Are you talking about someone who screwed up enough times that the mean free distance to a negative referral is essentially 1.0 ? I don't see industries as having 'eyes' but I have known industries that are relatively small communities.

I have known, and hired, a number of people who have 'redone' their career when the thing they started with didn't pan out, a chemist into a QA person, a semiconductor process engineer into a UNIX developer, a mom into a product manager. That sort of 'do over'.

And I've met folks who 'grew up' in a company doing one thing for 15 to 20 years and then failed to find an opportunity to continue doing that thing. Only to switch into a different career all together. Most commonly that is, "Hey you weren't you 20 years at BigCorp? What are you doing these days, 'mostly consulting'" sorts of conversations.



I'm mostly talking about people that, for one reason or another, appear to wander around with no clear career progression or direction, so it looks like they are "junior" in experience despite being "senior" in total years worked.

And I think that re-doing careers by switching professions (as you say, chemist -> QA) is different than re-doing career in the same profession. Something like the former is different because it's easier for companies to treat you as a clean slate if you switch to something that has little overlap with your former profession. But I want that clean slate treatement just re-attempting my profession.

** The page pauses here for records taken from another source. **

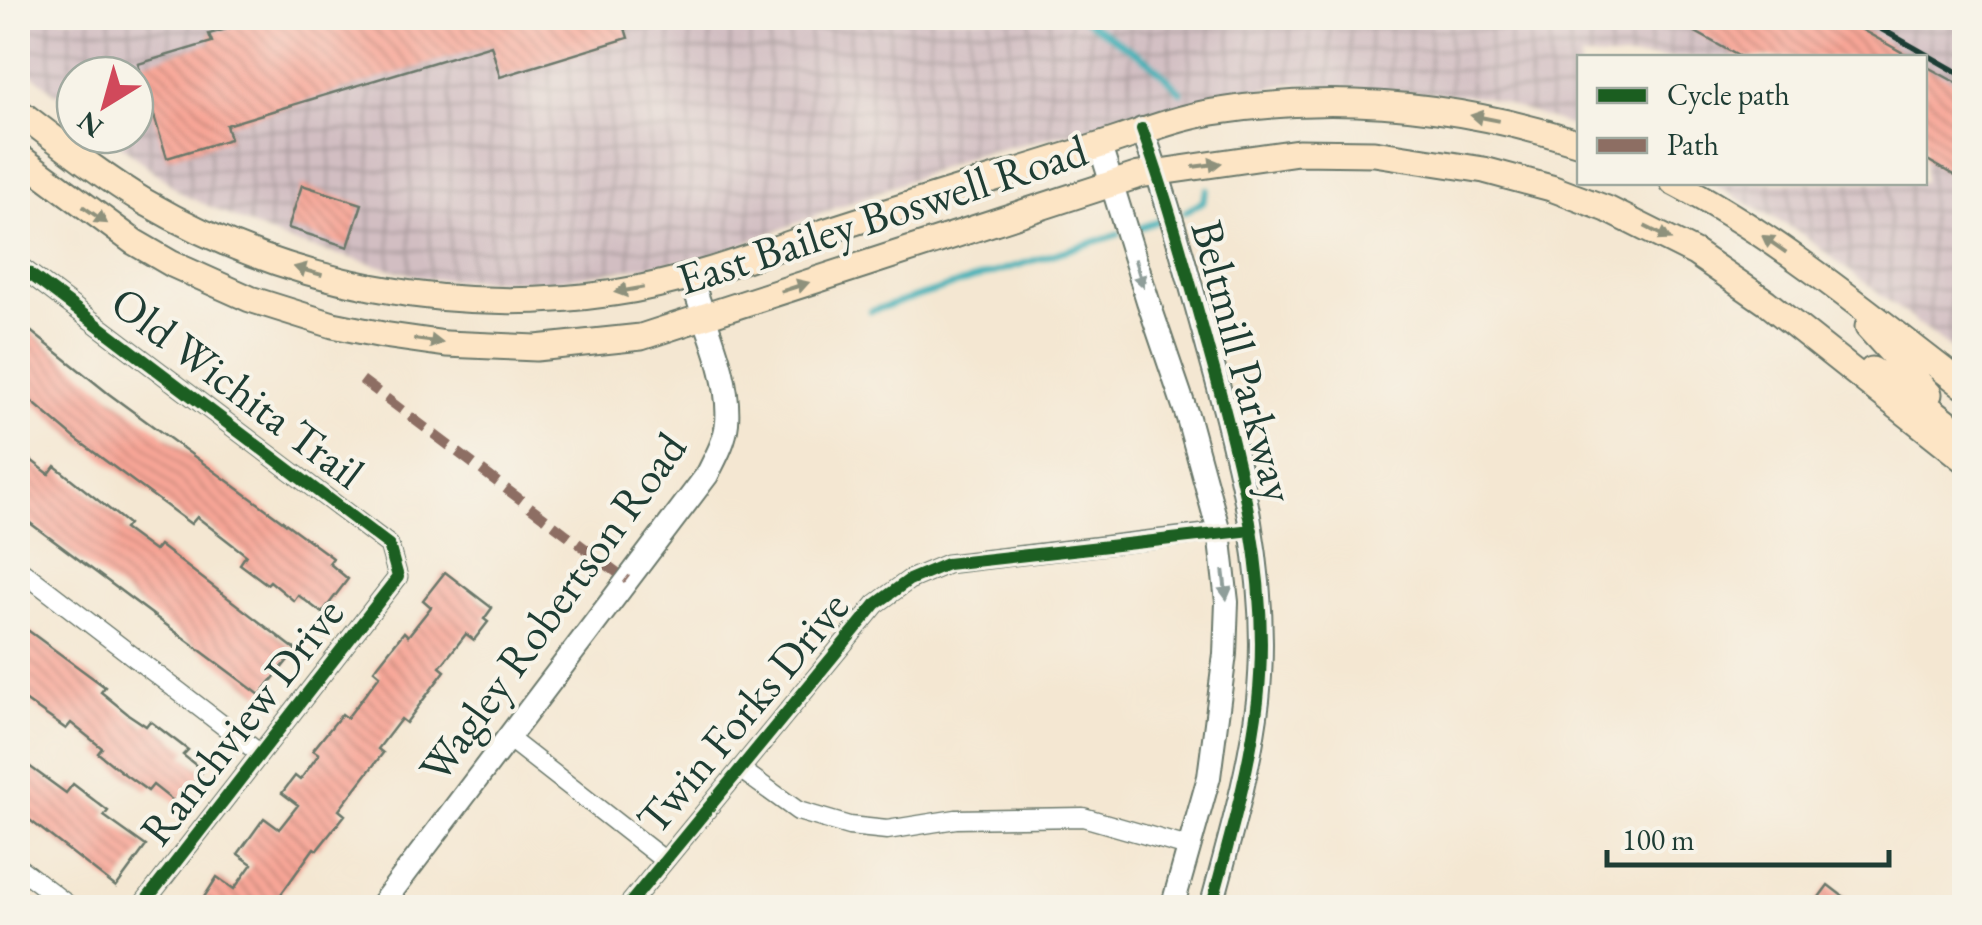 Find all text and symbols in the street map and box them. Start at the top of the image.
north arrow [55,55,155,155]
legend [1577,55,1927,185]
text: Cycle path [1667,75,1790,114]
text: N [70,104,110,146]
one-way arrow [1470,109,1501,125]
street label: East Bailey Boswell Road [670,120,1095,308]
text: Path [1667,125,1719,164]
one-way arrow [1191,157,1223,173]
one-way arrow [82,205,108,225]
street label: Beltmill Parkway [1179,214,1310,509]
one-way arrow [1644,224,1673,241]
one-way arrow [1761,235,1787,254]
one-way arrow [1132,258,1147,288]
one-way arrow [292,263,323,279]
street label: Old Wichita Trail [100,273,376,501]
one-way arrow [781,279,811,294]
one-way arrow [613,283,644,298]
one-way arrow [412,334,444,350]
street label: Wagley Robertson Road [405,420,699,794]
one-way arrow [1217,570,1233,602]
street label: Twin Forks Drive [623,578,861,846]
street label: Ranchview Drive [126,586,356,856]
scale bar [1607,805,1890,867]
text: 100 m [1622,820,1695,859]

For instance, maybe I want to re-do my entry level years because I never got into Computer Science, and would like to get an internship at a leading tech company, because that is a better start than my reality, which was just graduate with no internships, no support group of professionals, nor recommendations for good companies. It was just me going solo and blindly applying to local jobs at Craiglist for low-budget clients.

So yeah, I'm not talking about career switching into another profession, but more like hitting the reset button on one, to do it better the second time around.


Okay that is helpful. In my experience, this situation -> people that, for one reason or another, appear to wander around with no clear career progression or direction, so it looks like they are "junior" in experience despite being "senior" in total years worked. has always been that the person wandering didn't know what they wanted, and if it had been years, didn't have tools to figure out what they wanted.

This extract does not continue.